I’d picked up a black leather, tasseled, gunslinger-style vest from the trendy Kensington Market, where you could get real rock leather stuff. We were all crowded in the back room, holding our guitars, nervous, psyched, waiting to go on.
Jake said to me, you look like a gambler in that. I want you to go out there and gamble tonight.
I answered; we’re going to be dynamite.
He said, well, you’re very fucking expensive dynamite, you’d fucking better go off!
He was laughing, but he was wide-eyed manic and dead serious. They’d put their own money on the table and gone out on a limb with Phonogram and the press for us.
Come down from the mountain, California hippies; time to go off.

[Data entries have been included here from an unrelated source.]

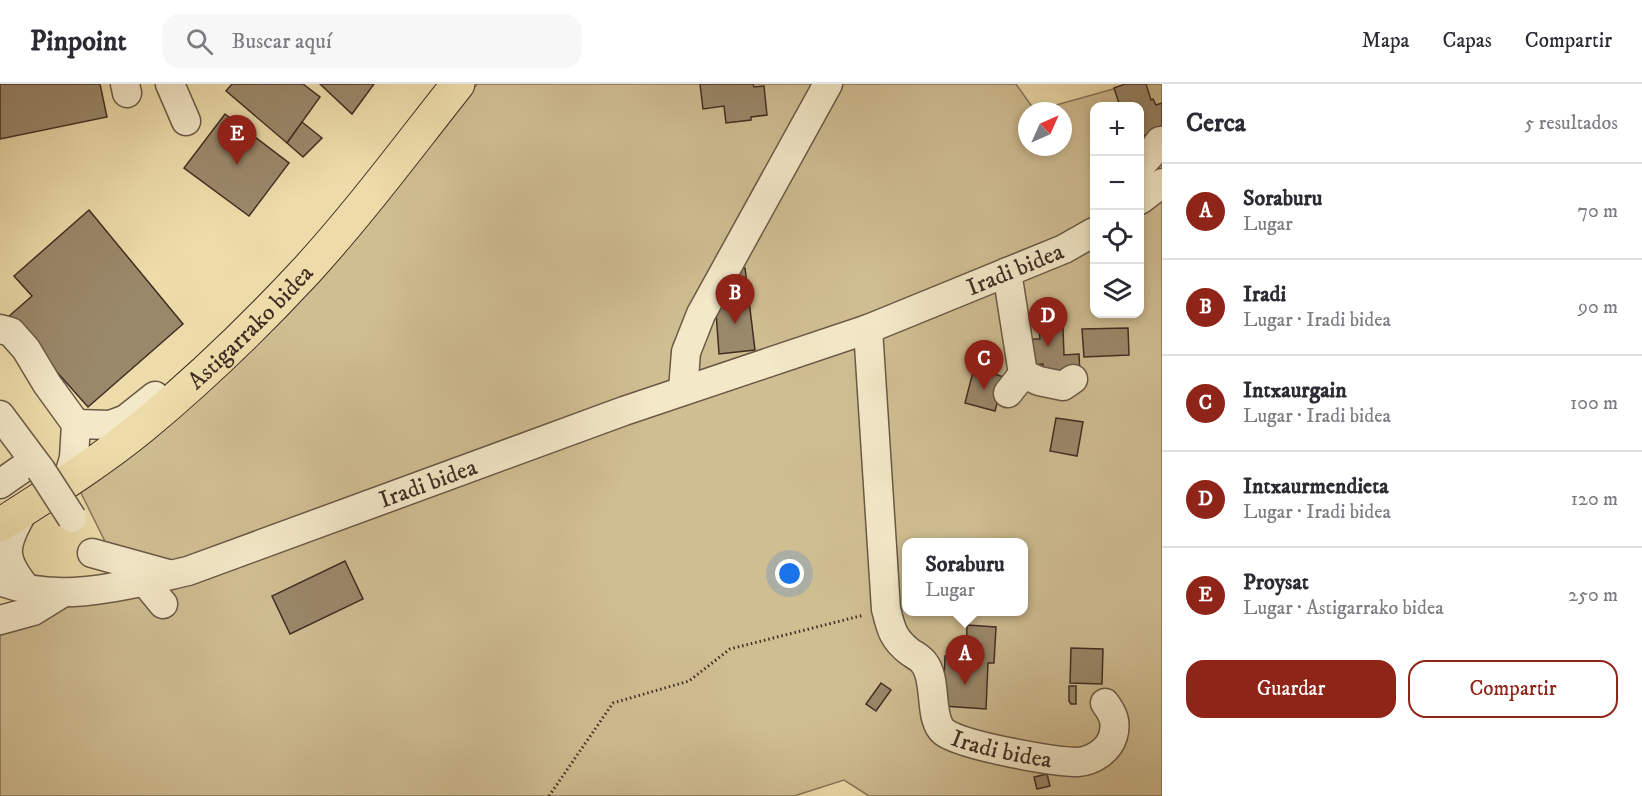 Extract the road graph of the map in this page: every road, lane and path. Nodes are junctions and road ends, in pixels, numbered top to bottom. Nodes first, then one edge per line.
1 (170, 84) edge
2 (458, 84) edge
3 (828, 84) edge
4 (186, 121) dead end
5 (1160, 141) dead end
6 (1144, 161) edge
7 (1162, 183) edge
8 (1144, 197) edge
9 (1090, 214) edge
10 (1083, 238) edge
11 (1007, 272) junction
12 (0, 329) edge
13 (868, 329) junction
14 (216, 361) junction
15 (1073, 379) dead end
16 (683, 390) junction
17 (0, 415) edge
18 (76, 424) junction
19 (47, 471) junction
20 (0, 484) edge
21 (12, 517) edge
22 (92, 554) junction
23 (173, 575) junction
24 (0, 582) edge
25 (145, 582) junction
26 (27, 589) junction
27 (104, 589) junction
28 (62, 593) junction
29 (163, 604) dead end
30 (886, 609) junction
31 (0, 620) edge
32 (1105, 703) dead end
33 (549, 796) edge

1 - 4 street
2 - 14 main road, Astigarrako bidea
3 - 16 street
5 - 6 street
7 - 8 street
9 - 10 street
10 - 11 street, Iradi bidea
11 - 13 street, Iradi bidea
11 - 15 street
12 - 18 street
13 - 16 street, Iradi bidea
13 - 30 street, Iradi bidea
14 - 18 street
14 - 19 main road, Astigarrako bidea
16 - 23 street, Iradi bidea
17 - 19 street
18 - 19 street
19 - 20 street
19 - 21 main road, Astigarrako bidea
19 - 22 street, bridge
21 - 26 street
22 - 23 street
22 - 27 street
23 - 25 street, Iradi bidea
24 - 26 street
25 - 27 street, Iradi bidea
25 - 29 street
26 - 28 street
27 - 28 street, Iradi bidea
28 - 31 street
30 - 32 street, Iradi bidea
30 - 33 path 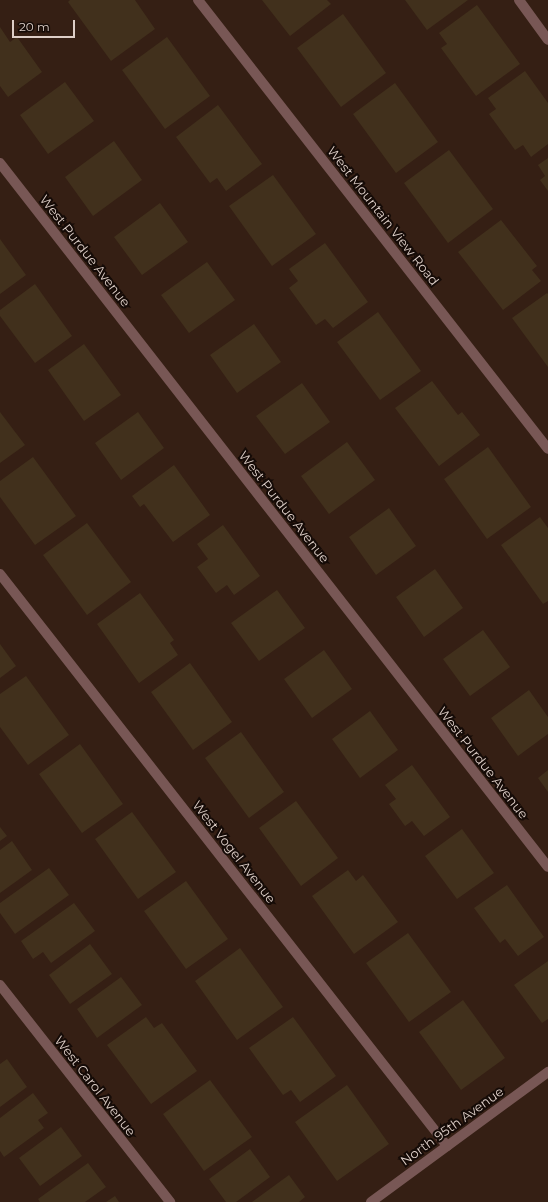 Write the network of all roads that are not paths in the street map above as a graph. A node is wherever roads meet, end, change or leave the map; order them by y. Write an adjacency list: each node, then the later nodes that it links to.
1 (198, 0): 5 (street, West Mountain View Road)
2 (519, 0): 3 (street)
3 (548, 40)
4 (0, 163): 7 (street, West Purdue Avenue)
5 (548, 449)
6 (0, 574): 10 (street, West Vogel Avenue)
7 (548, 868)
8 (0, 985): 11 (street, West Carol Avenue)
9 (548, 1072): 10 (street, North 95th Avenue)
10 (447, 1146): 12 (street, North 95th Avenue)
11 (170, 1202)
12 (372, 1202) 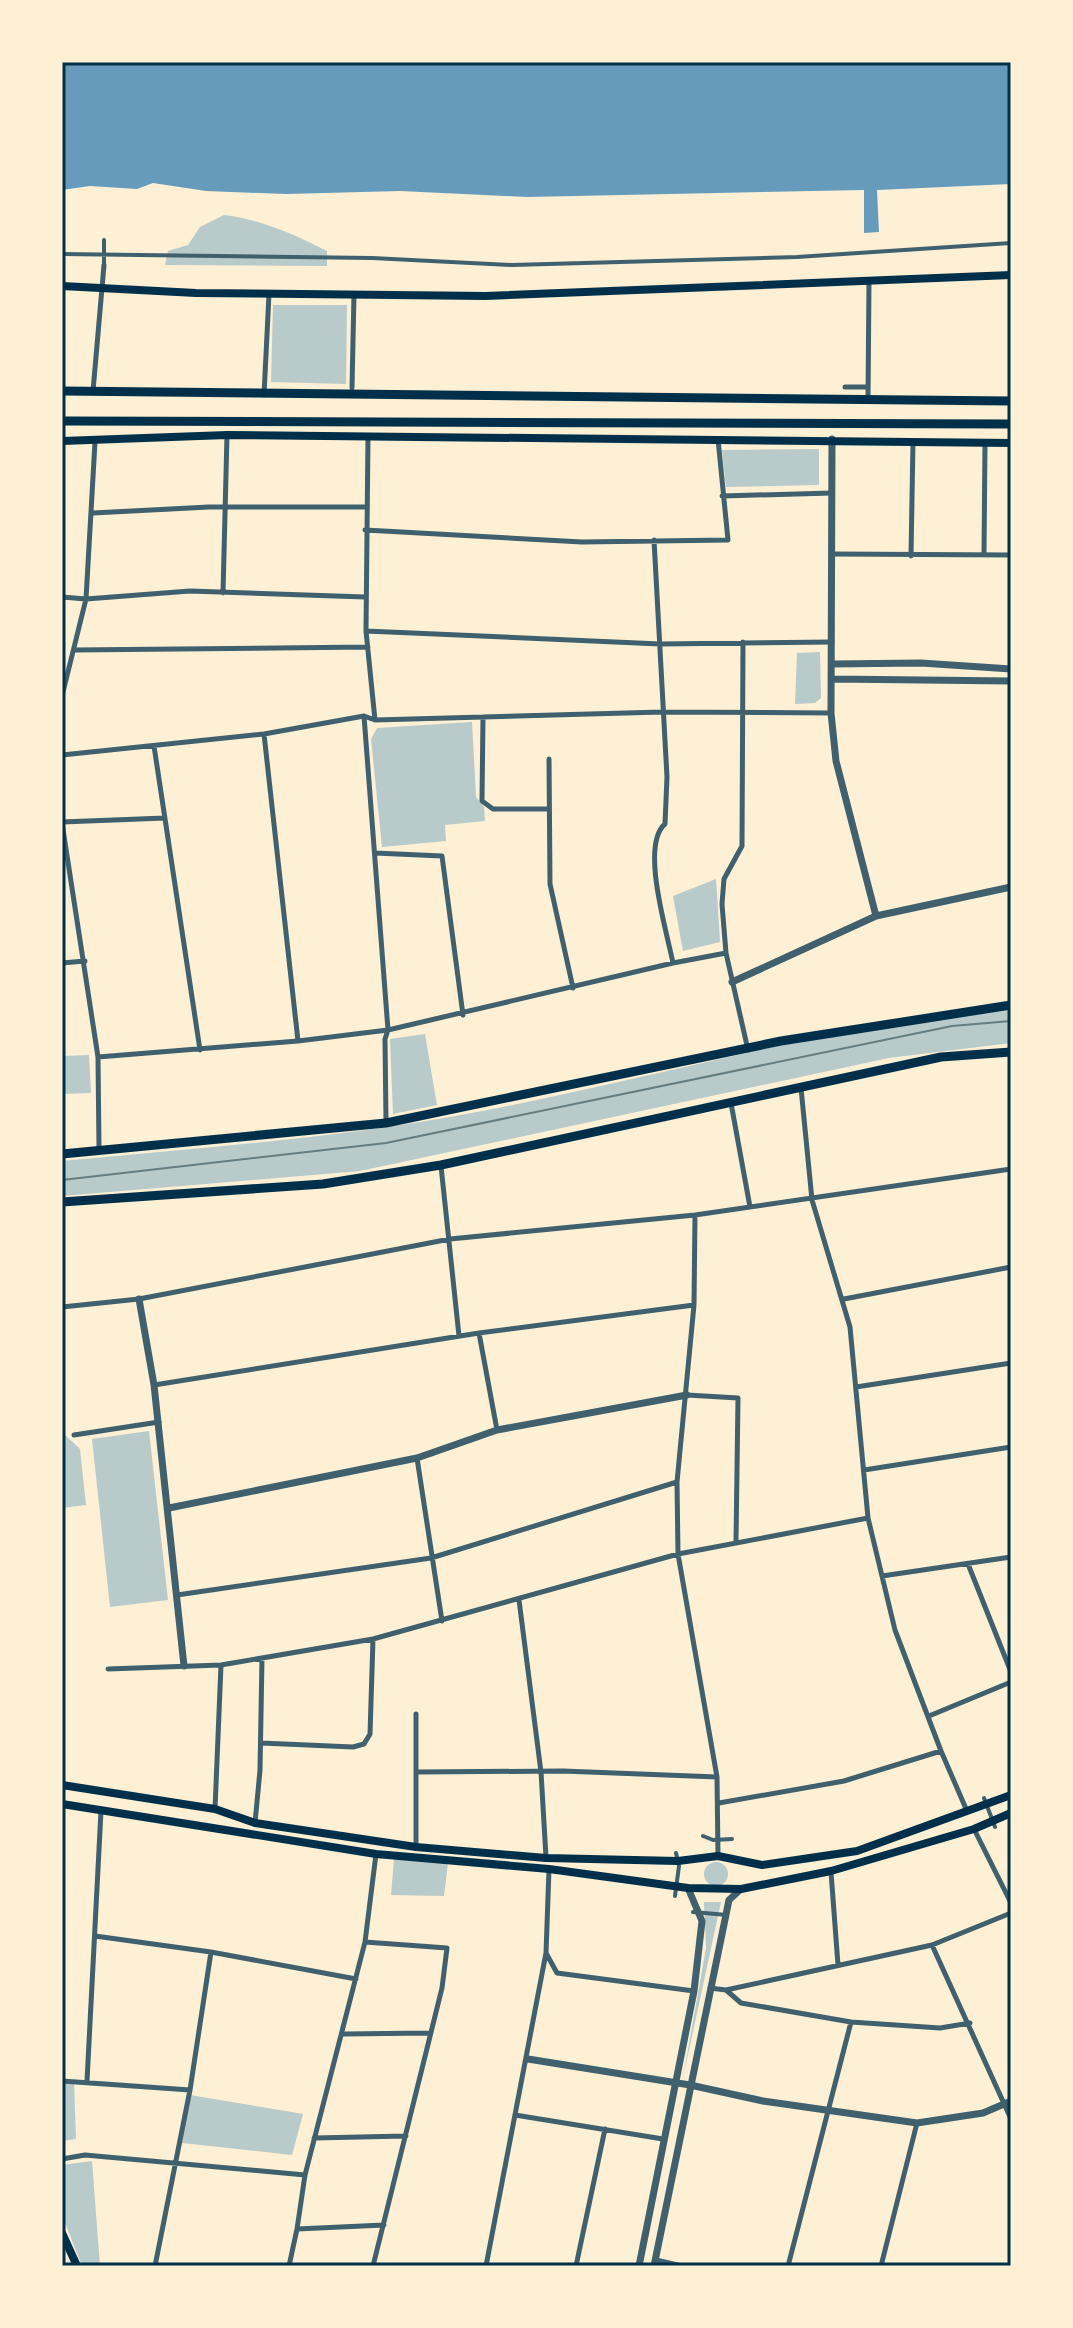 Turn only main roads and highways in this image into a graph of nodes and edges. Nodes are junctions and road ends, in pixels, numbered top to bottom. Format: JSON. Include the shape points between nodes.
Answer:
{"nodes":[{"id":1,"x":1011,"y":275,"type":"edge"},
{"id":2,"x":62,"y":286,"type":"edge"},
{"id":3,"x":62,"y":391,"type":"edge"},
{"id":4,"x":1011,"y":401,"type":"edge"},
{"id":5,"x":62,"y":421,"type":"edge"},
{"id":6,"x":1011,"y":424,"type":"edge"},
{"id":7,"x":62,"y":441,"type":"edge"},
{"id":8,"x":1011,"y":443,"type":"edge"},
{"id":9,"x":1011,"y":1005,"type":"edge"},
{"id":10,"x":1011,"y":1052,"type":"edge"},
{"id":11,"x":62,"y":1154,"type":"edge"},
{"id":12,"x":62,"y":1202,"type":"edge"},
{"id":13,"x":62,"y":1785,"type":"edge"},
{"id":14,"x":1011,"y":1795,"type":"edge"},
{"id":15,"x":62,"y":1804,"type":"edge"},
{"id":16,"x":1011,"y":1813,"type":"edge"},
{"id":17,"x":62,"y":2233,"type":"edge"},
{"id":18,"x":77,"y":2266,"type":"edge"}],
"edges":[{"from":1,"to":2,"type":"main road","via":[[486,296]]},
{"from":3,"to":4,"type":"main road"},
{"from":5,"to":6,"type":"main road"},
{"from":7,"to":8,"type":"main road","via":[[368,435]]},
{"from":9,"to":11,"type":"main road","via":[[928,1016],[386,1123]]},
{"from":10,"to":12,"type":"main road","via":[[941,1057],[441,1165],[323,1184]]},
{"from":13,"to":14,"type":"main road","via":[[215,1809],[255,1823],[416,1847],[546,1858],[718,1856],[762,1865],[857,1851]]},
{"from":15,"to":16,"type":"main road","via":[[376,1854],[549,1869],[675,1891],[741,1889],[831,1871],[994,1824]]},
{"from":17,"to":18,"type":"main road"}]}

The gig went OK, not too bad. After a high energy entrance, we failed to really take the punters to a higher level, to really capture them and make them go nuts. But still, it was a fairly good set. There was encouraging talk backstage afterwards, nice one, lads, but no one was going to say we hit the jackpot. We did get decent notices in the press, which is a plus, but it could have been the honeymoon effect. Or perhaps Dave and Jake had the writers in their pocket a bit. Calling in a favor to be returned later, that sort of thing.
The problem we had was twofold. Our material was still too scattered. Some of it was kind of rock, but it was on the light side compared to what the Brits were used to. We also had the lame R&B element, which showed, frankly, a writing side of me that was influenced by current stateside stuff like Earth Wind, and Fire. It’s hard to believe I wrote this crap, which was no reflection on EW&F’s music, because their stuff was great, but in my hands, it was pure crapola. The pedal steel and harmonica horn lines, which kicked ass back in Fresno, were a little light in the loafers for this London crowd; a little smooth around the front, as Nick might say. Have horn lines? Get a fucking horn section. Give a couple of sax guys pork-pie hats and shades and have ‘em do steps. That’d be cool. Pedal steel and harmonica? Wankers Aweigh.